JO 2012 - Mexique
Thomas Goubin, à Guadalajara
Le triomphe du projet mexicain
Champion olympique pour la première fois de son histoire, le Mexique doit une bonne part de sa médaille d'or à un projet mis en place en 2009.
Oribe Peralta (Mexique)
Si une victoire peut devoir aux circonstances ou à une certaine bonne fortune, accumuler les bons résultats ne peut que venir valider un projet aux bases solides. Il en est ainsi pour le Mexique, champion du monde moins de 17 en 2011, médaillé de bronze lors de la Coupe du monde moins de 20 ans la même année, récent vainqueur du tournoi de Toulon, et finalement monté sur la plus haute marche du podium olympique, samedi, à Wembley. Les bases de la politique qui a rendu la jeunesse mexicaine ambitieuse et compétitive à l'échelle mondiale ont été posées en 2009 par Nestor de la Torre, alors directeur des sélections. Quand il prend ses fonctions, le dirigeant fait face à un paysage en friche. Chaque entraîneur fait ce qu'il veut avec sa sélection : pas de méthodologie commune, ni de boussole menant vers la sélection A. De la Torre y remédie rapidement et collectivement, en mobilisant notamment certaines des pointures des bancs de touche pour rédiger son petit livre vert, aux principes non-négociables.
Main de fer
Quatre sections sont créées : médecine, développement personnel, vidéo-statistique, et enfin, nutrition. Le but est évident : améliorer l'encadrement du jeune footballeur mexicain dans chaque domaine qui influe sa performance. Rien de révolutionnaire, mais cette professionnalisation à tous les étages s'accompagne de l'instauration d'une discipline de fer. La signature De la Torre, dont le frère, José Manuel, dirige désormais El Tri d'une main de fer. Pour Nestor de la Torre, le sélectionné se doit à 100% au maillot national, et tout écart est sévèrement puni. Certains des médaillés d'or de Wembley, tels Marco Fabian, Javier Cortés, ou Israel Jimenez, en ont d'ailleurs fait les frais.

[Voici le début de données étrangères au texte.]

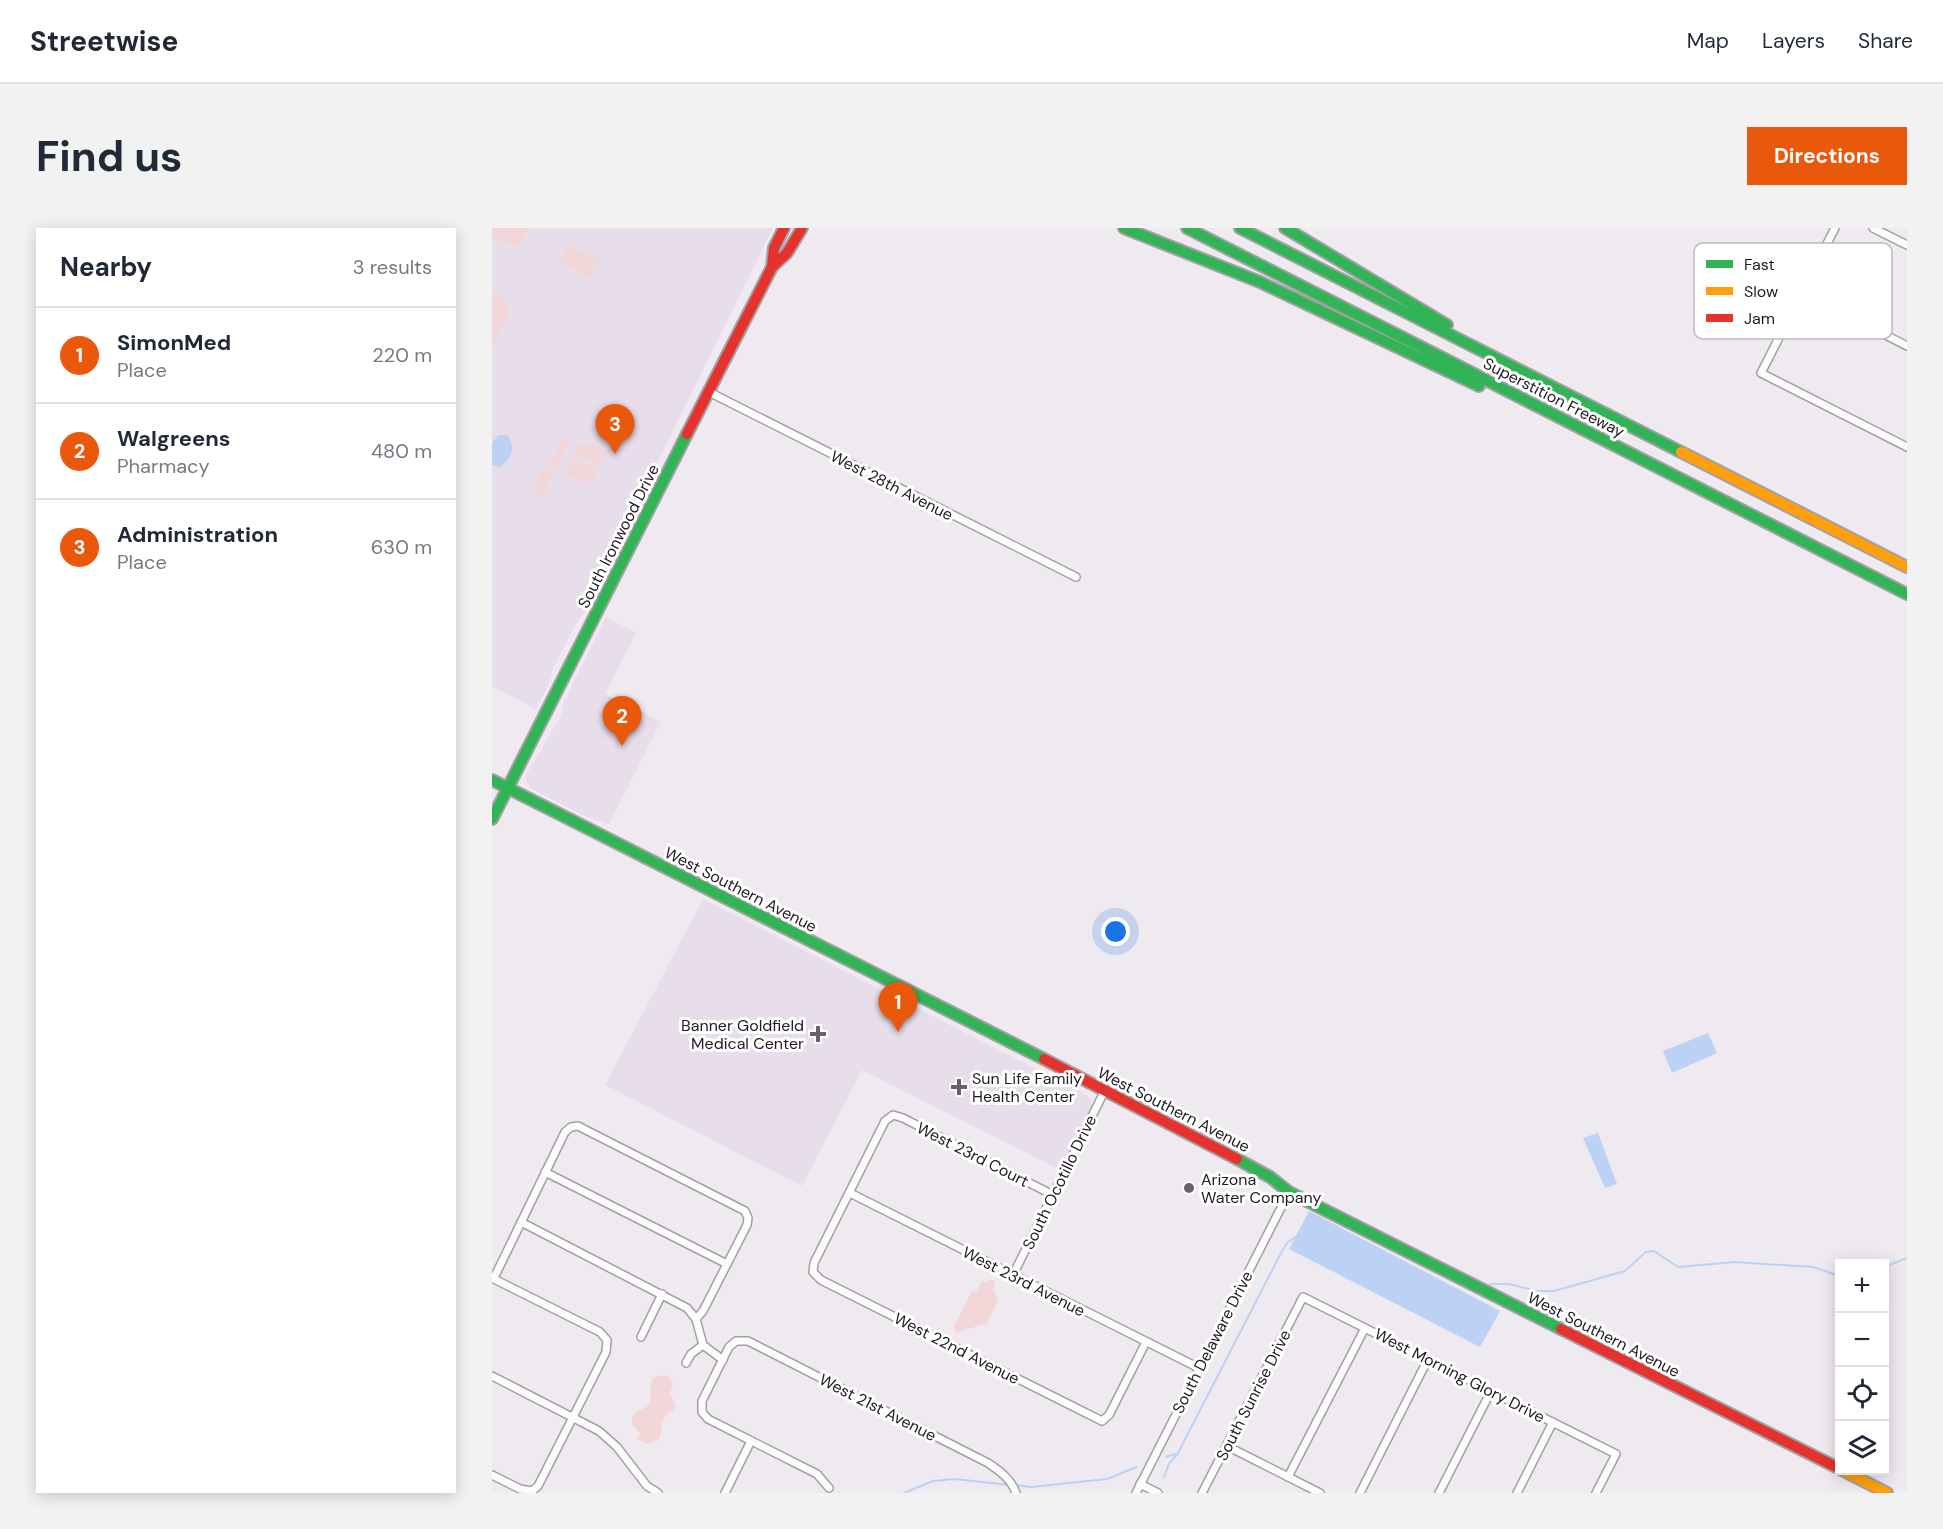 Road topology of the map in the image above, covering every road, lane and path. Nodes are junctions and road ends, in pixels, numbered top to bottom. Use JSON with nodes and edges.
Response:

Ils avaient fricoté avec de la prostituée équatorienne quelques jours avant leurs débuts en Copa America, où le Mexique avait été contraint par la CONCACAF d'envoyer une sélection moins de 23 ans. Résultat : six mois à l'écart de toute possibilité de convocation. Depuis, leur rédemption atteste d'une prise de conscience des devoirs qui incombent aux sélectionnés. Les équipes «moins de» mexicaines n'évoluent pas dans le même schéma, mais se distinguent à présent par une grande discipline tactique et une générosité de tous les instants. Un travail mental a aussi aidé les Mexicains à ne plus avoir peur de la victoire.
S'habituer à gagner
Quand il avait présenté son projet, Nestor de la Torre avait insisté sur la nécessité pour les jeunes Mexicains d'accumuler de l'expérience internationale. Pour lui, un joueur qui intègre une sélection à 14 ans devait arriver en A à 23 ans, avec 300 matches sous le maillot vert au compteur. Manière de bien signifier que s'il a été assigné comme objectif à chaque sélection d'être parmi les dix premières de sa catégorie, le but suprême est de renforcer El Tri sénior, l'étendard du football mexicain. A voir le cran et le talent manifesté aux JO par des joueurs comme Jorge «El Chaton» Enriquez (ballon de bronze du Mondial moins de 20 ans), Hiram Mier, ou Javier Aquino, leur future intégration en sélection A semble à présent aussi évidente qu'imminente. En 2005, le Mexique avait déjà montré que sa jeunesse pouvait briller, en remportant sa première Coupe du Monde moins de 17 ans, avec Giovani Dos Santos et Carlos Vela en têtes de gondole. Mais il s'agissait alors d'un succès isolé.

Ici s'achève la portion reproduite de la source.